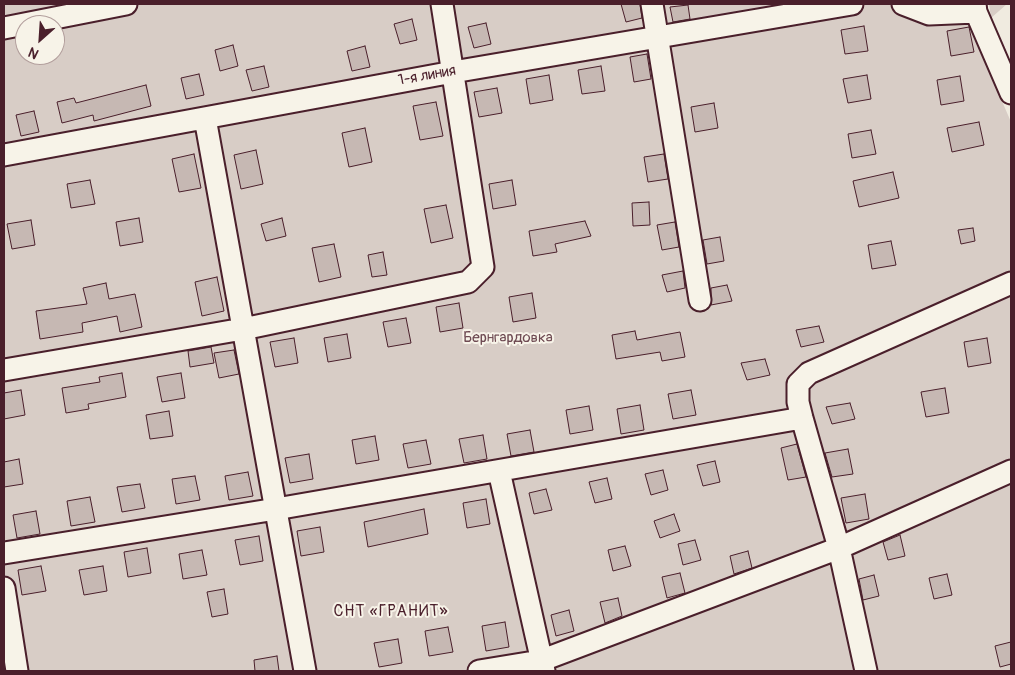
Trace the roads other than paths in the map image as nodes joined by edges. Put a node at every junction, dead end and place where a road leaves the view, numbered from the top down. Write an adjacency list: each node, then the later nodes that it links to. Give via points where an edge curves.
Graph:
1 (126, 4): 7 (street)
2 (442, 4): 9 (street)
3 (652, 4): 8 (street)
4 (852, 4): 8 (street, 1-я линия)
5 (903, 4): 6 (street, via 929,14)
6 (975, 8): 10 (street)
7 (4, 28)
8 (657, 36): 9 (street, 1-я линия); 14 (street)
9 (453, 72): 11 (street, 1-я линия); 15 (street, via 483,267 468,282)
10 (1011, 93)
11 (205, 118): 12 (street, 1-я линия); 15 (street)
12 (4, 155)
13 (1011, 283): 17 (street, via 809,374 798,384)
14 (700, 300)
15 (243, 329): 16 (street); 20 (street)
16 (4, 370)
17 (802, 418): 19 (street); 21 (street)
18 (1011, 471): 21 (street)
19 (499, 472): 20 (street); 24 (street)
20 (276, 509): 22 (street); 26 (street)
21 (839, 548): 24 (street); 28 (street)
22 (4, 553)
23 (4, 588): 25 (street)
24 (542, 666): 27 (street)
25 (17, 671)
26 (305, 671)
27 (480, 671)
28 (866, 671)

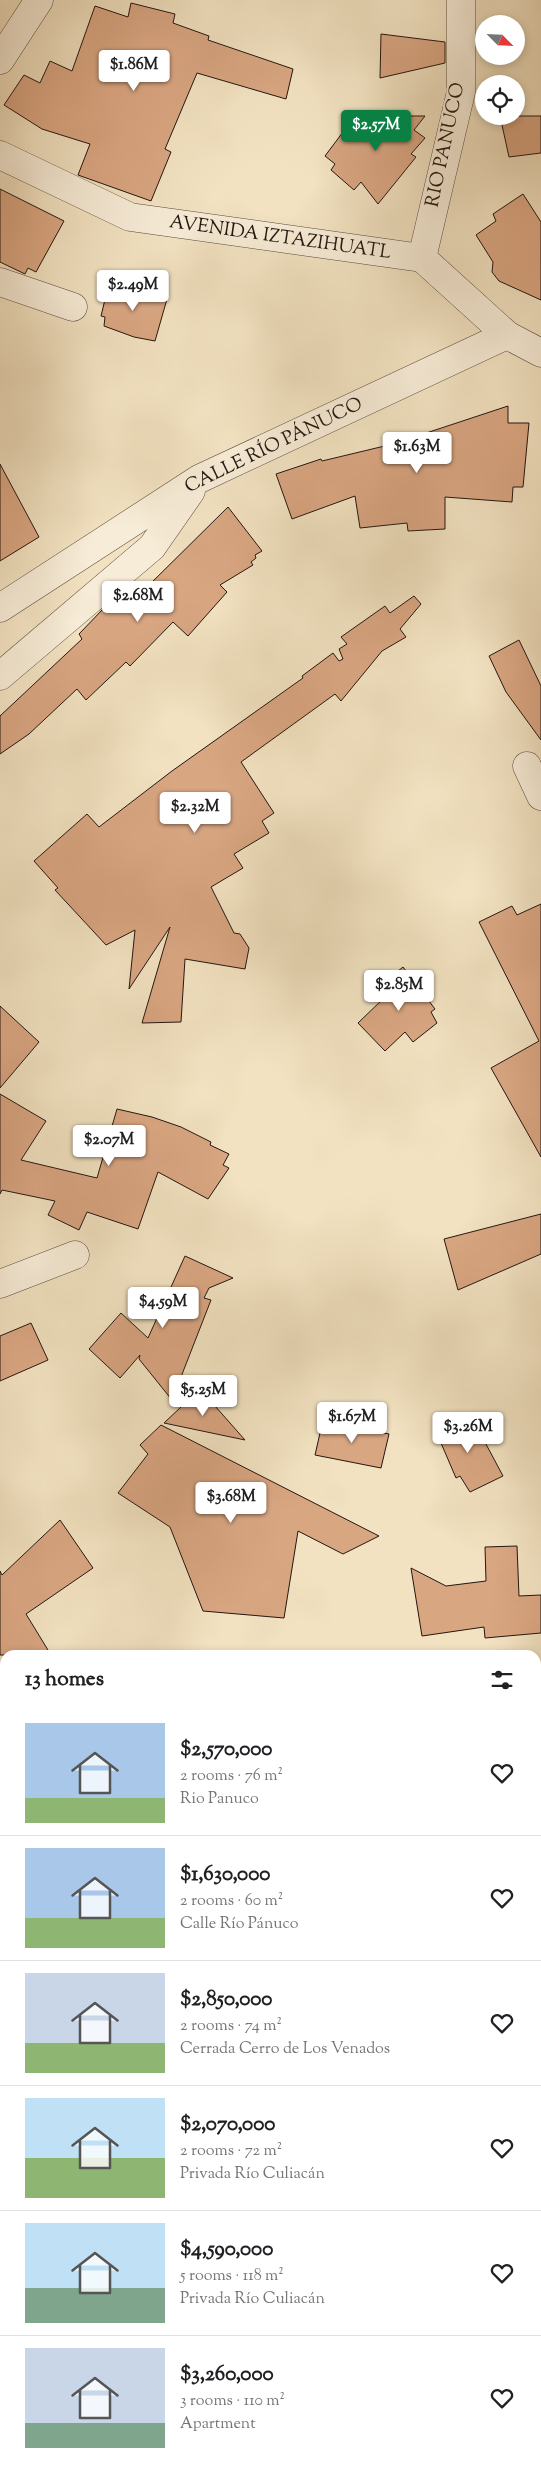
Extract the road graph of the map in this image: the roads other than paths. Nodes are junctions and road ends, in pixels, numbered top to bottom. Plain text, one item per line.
1 (38, 0) edge
2 (461, 0) edge
3 (0, 60) edge
4 (0, 154) edge
5 (422, 258) junction
6 (0, 282) edge
7 (73, 306) dead end
8 (507, 335) junction
9 (541, 353) edge
10 (200, 479) junction
11 (0, 608) edge
12 (0, 676) edge
13 (527, 766) dead end
14 (541, 796) edge
15 (75, 1255) dead end
16 (0, 1284) edge

1 - 3 street
2 - 5 street, RIO PANUCO
4 - 5 street, AVENIDA IZTAZIHUATL
5 - 8 street
6 - 7 street
8 - 9 street
8 - 10 street, CALLE RÍO PÁNUCO
10 - 11 street, CALLE RÍO PÁNUCO
10 - 12 street
13 - 14 street
15 - 16 street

------------------------------------------------

Reproduce the records in full and leave the images behind.

-- Exercise response --
Trace the roads other than paths in the map image as nodes joined by edges. Put a node at every junction, dead end and place where a road leaves the view, numbered from the top down. Write an adjacency list: each node, then the later nodes that it links to. Give via points where an edge curves.
Graph:
1 (126, 4): 7 (street)
2 (442, 4): 9 (street)
3 (652, 4): 8 (street)
4 (852, 4): 8 (street, 1-я линия)
5 (903, 4): 6 (street, via 929,14)
6 (975, 8): 10 (street)
7 (4, 28)
8 (657, 36): 9 (street, 1-я линия); 14 (street)
9 (453, 72): 11 (street, 1-я линия); 15 (street, via 483,267 468,282)
10 (1011, 93)
11 (205, 118): 12 (street, 1-я линия); 15 (street)
12 (4, 155)
13 (1011, 283): 17 (street, via 809,374 798,384)
14 (700, 300)
15 (243, 329): 16 (street); 20 (street)
16 (4, 370)
17 (802, 418): 19 (street); 21 (street)
18 (1011, 471): 21 (street)
19 (499, 472): 20 (street); 24 (street)
20 (276, 509): 22 (street); 26 (street)
21 (839, 548): 24 (street); 28 (street)
22 (4, 553)
23 (4, 588): 25 (street)
24 (542, 666): 27 (street)
25 (17, 671)
26 (305, 671)
27 (480, 671)
28 (866, 671)

Extract the road graph of the map in this image: the roads other than paths. Nodes are junctions and road ends, in pixels, numbered top to bottom. Plain text, one item per line.
1 (38, 0) edge
2 (461, 0) edge
3 (0, 60) edge
4 (0, 154) edge
5 (422, 258) junction
6 (0, 282) edge
7 (73, 306) dead end
8 (507, 335) junction
9 (541, 353) edge
10 (200, 479) junction
11 (0, 608) edge
12 (0, 676) edge
13 (527, 766) dead end
14 (541, 796) edge
15 (75, 1255) dead end
16 (0, 1284) edge

1 - 3 street
2 - 5 street, RIO PANUCO
4 - 5 street, AVENIDA IZTAZIHUATL
5 - 8 street
6 - 7 street
8 - 9 street
8 - 10 street, CALLE RÍO PÁNUCO
10 - 11 street, CALLE RÍO PÁNUCO
10 - 12 street
13 - 14 street
15 - 16 street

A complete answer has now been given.